EXERCISE DESCRIPTION: The word "Brannon" marks the lines to find; copy every such line from the data below.
(LISTED ENTRIES)
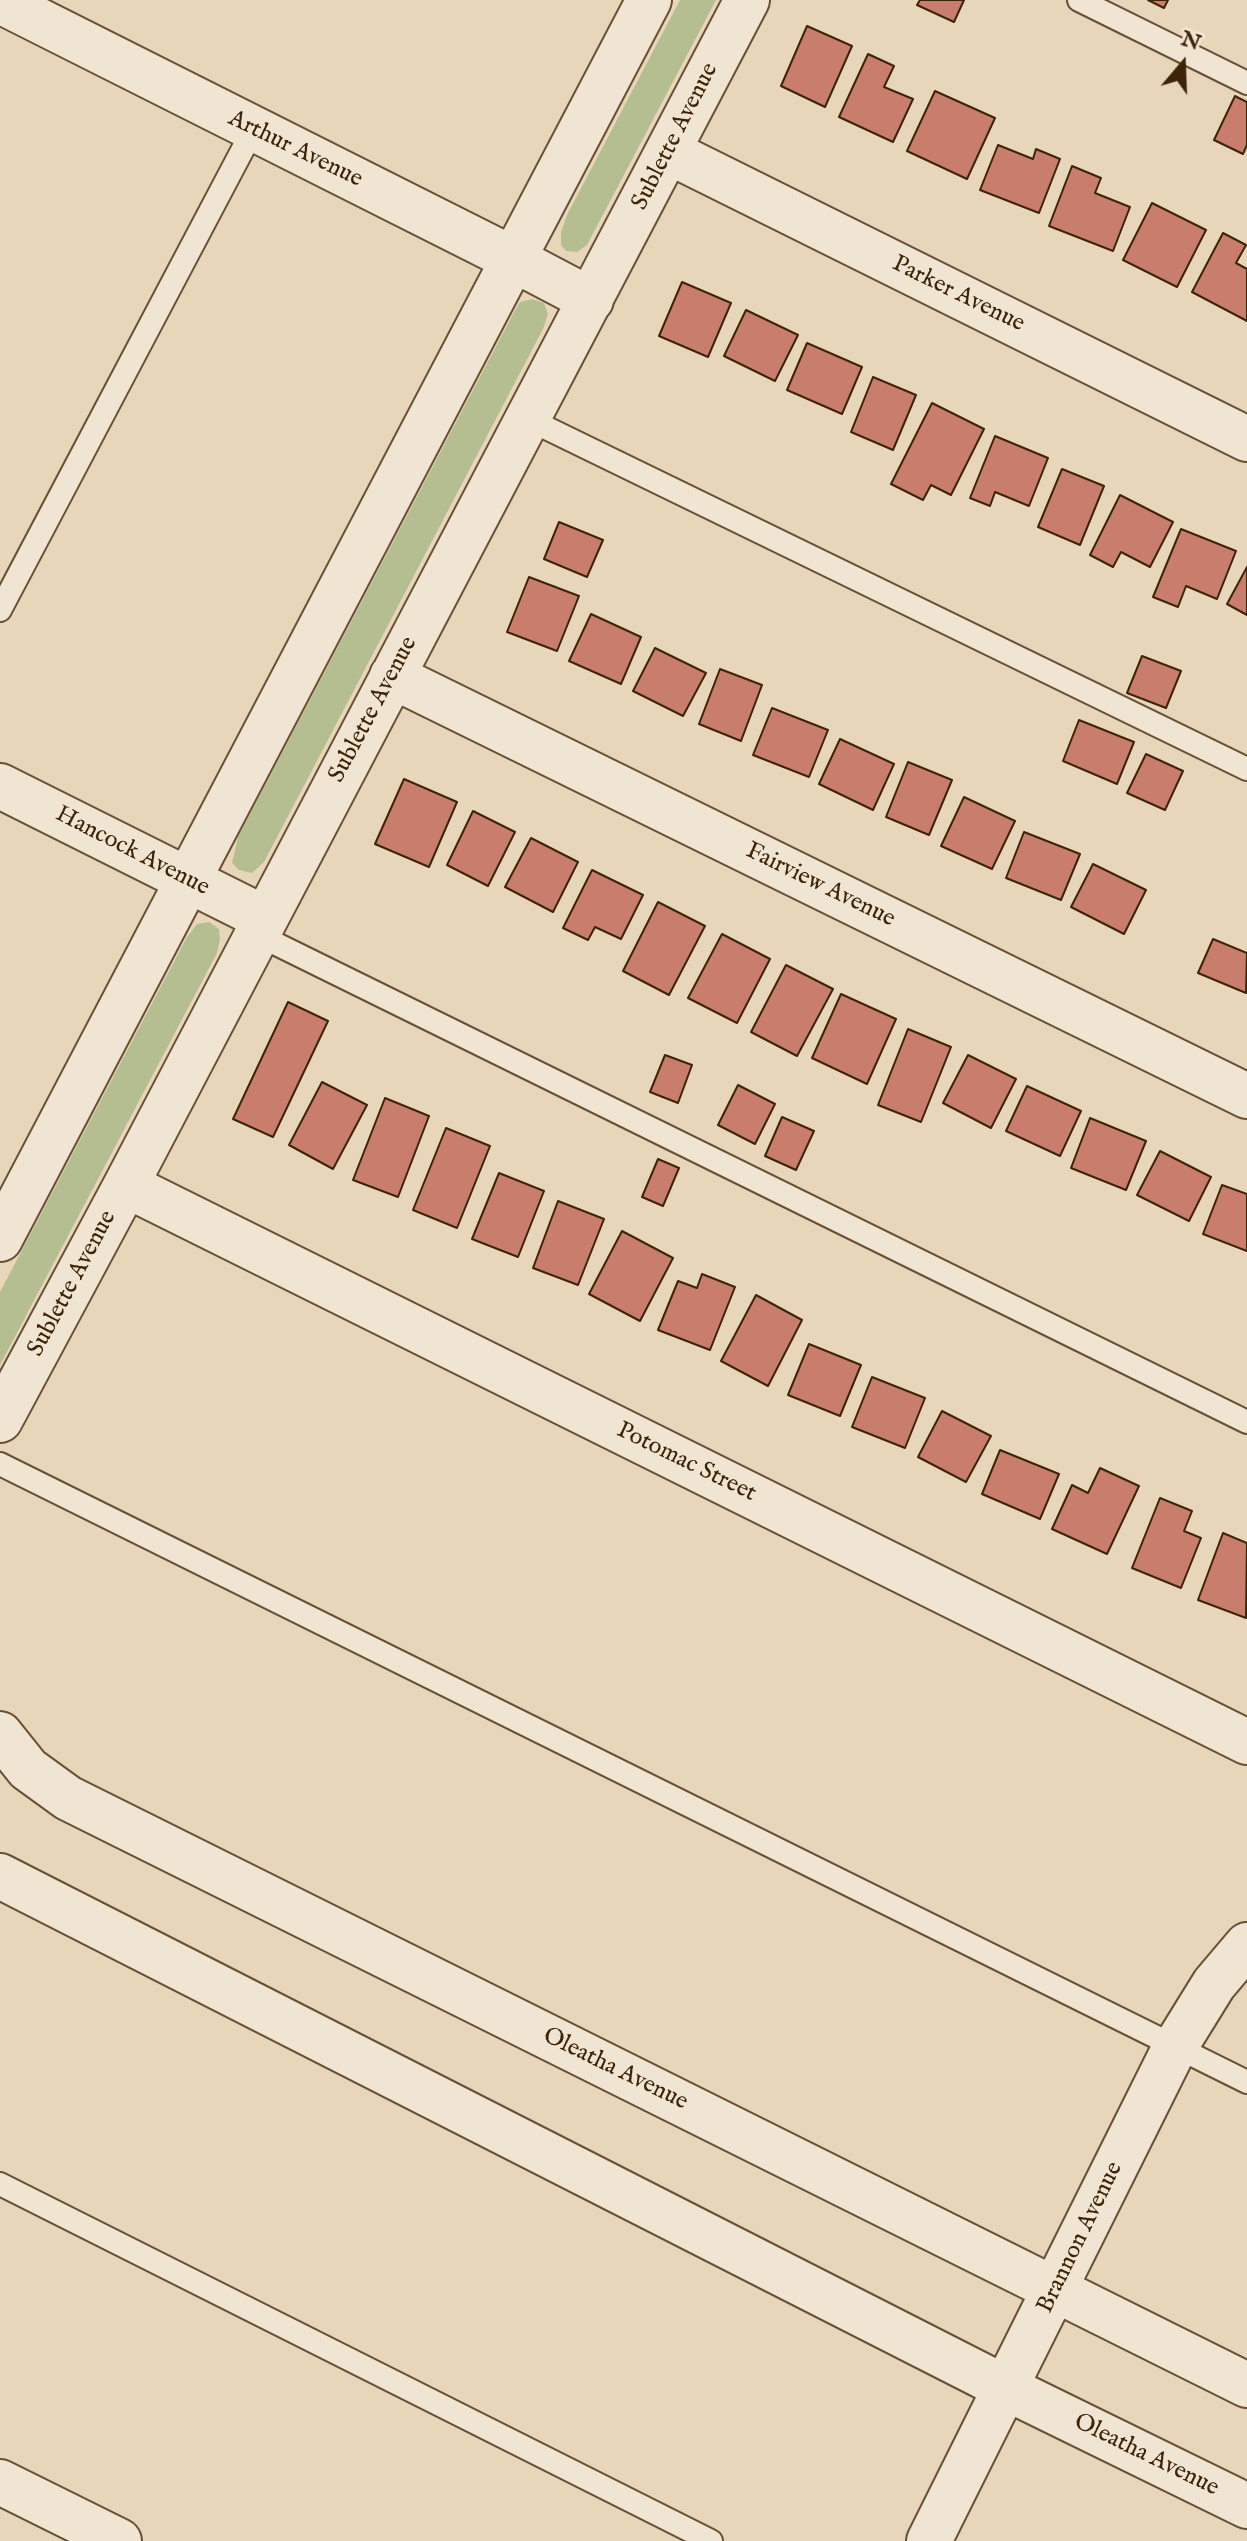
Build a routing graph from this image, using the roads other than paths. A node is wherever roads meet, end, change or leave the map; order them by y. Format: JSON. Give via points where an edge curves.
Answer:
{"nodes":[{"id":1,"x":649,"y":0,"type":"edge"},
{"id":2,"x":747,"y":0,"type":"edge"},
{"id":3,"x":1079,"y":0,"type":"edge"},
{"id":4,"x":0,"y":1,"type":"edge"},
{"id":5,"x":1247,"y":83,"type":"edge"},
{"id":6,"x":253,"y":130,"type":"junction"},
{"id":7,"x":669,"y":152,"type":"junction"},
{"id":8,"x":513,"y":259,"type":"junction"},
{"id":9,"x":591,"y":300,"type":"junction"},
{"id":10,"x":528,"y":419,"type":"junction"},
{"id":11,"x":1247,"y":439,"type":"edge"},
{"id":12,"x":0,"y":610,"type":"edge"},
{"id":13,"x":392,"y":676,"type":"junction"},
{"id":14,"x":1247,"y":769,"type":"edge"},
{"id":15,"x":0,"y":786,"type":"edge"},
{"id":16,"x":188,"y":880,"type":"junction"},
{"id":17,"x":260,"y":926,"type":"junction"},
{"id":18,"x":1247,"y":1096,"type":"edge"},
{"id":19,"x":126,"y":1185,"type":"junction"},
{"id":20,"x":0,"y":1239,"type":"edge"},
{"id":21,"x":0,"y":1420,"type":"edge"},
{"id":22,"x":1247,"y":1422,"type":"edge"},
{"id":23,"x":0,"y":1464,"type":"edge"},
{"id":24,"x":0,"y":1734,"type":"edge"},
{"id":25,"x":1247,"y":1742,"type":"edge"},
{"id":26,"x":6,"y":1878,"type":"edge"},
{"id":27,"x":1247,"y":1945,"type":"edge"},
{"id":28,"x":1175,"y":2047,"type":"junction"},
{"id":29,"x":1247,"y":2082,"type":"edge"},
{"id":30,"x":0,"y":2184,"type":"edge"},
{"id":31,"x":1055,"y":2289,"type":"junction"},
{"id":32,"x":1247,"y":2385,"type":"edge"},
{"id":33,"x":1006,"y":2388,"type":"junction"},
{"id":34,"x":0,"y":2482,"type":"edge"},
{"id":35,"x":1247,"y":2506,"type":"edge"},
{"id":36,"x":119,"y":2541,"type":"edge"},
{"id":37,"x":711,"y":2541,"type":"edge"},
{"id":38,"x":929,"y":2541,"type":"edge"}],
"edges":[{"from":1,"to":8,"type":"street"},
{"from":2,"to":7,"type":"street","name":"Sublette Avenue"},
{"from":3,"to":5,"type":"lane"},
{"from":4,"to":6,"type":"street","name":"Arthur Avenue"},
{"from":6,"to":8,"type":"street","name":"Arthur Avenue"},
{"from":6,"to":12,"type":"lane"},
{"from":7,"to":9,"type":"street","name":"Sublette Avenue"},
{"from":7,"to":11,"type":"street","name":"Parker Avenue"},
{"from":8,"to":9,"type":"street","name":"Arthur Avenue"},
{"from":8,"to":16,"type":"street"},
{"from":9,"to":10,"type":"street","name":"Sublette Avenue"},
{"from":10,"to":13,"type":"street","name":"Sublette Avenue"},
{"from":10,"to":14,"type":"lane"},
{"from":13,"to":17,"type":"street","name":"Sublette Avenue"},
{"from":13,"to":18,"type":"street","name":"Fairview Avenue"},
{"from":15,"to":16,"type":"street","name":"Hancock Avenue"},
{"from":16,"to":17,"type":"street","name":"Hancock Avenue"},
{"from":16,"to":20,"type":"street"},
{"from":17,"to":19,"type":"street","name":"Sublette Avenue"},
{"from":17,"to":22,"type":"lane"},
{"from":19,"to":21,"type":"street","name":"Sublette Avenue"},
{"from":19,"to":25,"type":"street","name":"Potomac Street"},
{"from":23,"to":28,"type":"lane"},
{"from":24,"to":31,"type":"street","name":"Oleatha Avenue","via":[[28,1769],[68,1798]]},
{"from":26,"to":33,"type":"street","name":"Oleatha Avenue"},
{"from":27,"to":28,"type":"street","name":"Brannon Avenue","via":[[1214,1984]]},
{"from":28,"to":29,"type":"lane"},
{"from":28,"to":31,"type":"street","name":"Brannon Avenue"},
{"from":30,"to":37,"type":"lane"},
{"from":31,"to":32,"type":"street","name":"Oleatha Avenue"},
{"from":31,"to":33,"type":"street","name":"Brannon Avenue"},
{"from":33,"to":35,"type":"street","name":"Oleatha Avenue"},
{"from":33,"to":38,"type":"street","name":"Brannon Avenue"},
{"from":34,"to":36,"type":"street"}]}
(End LISTED ENTRIES)
ANSWER FOR THIS EXERCISE:
{"from":27,"to":28,"type":"street","name":"Brannon Avenue","via":[[1214,1984]]},
{"from":28,"to":31,"type":"street","name":"Brannon Avenue"},
{"from":31,"to":33,"type":"street","name":"Brannon Avenue"},
{"from":33,"to":38,"type":"street","name":"Brannon Avenue"},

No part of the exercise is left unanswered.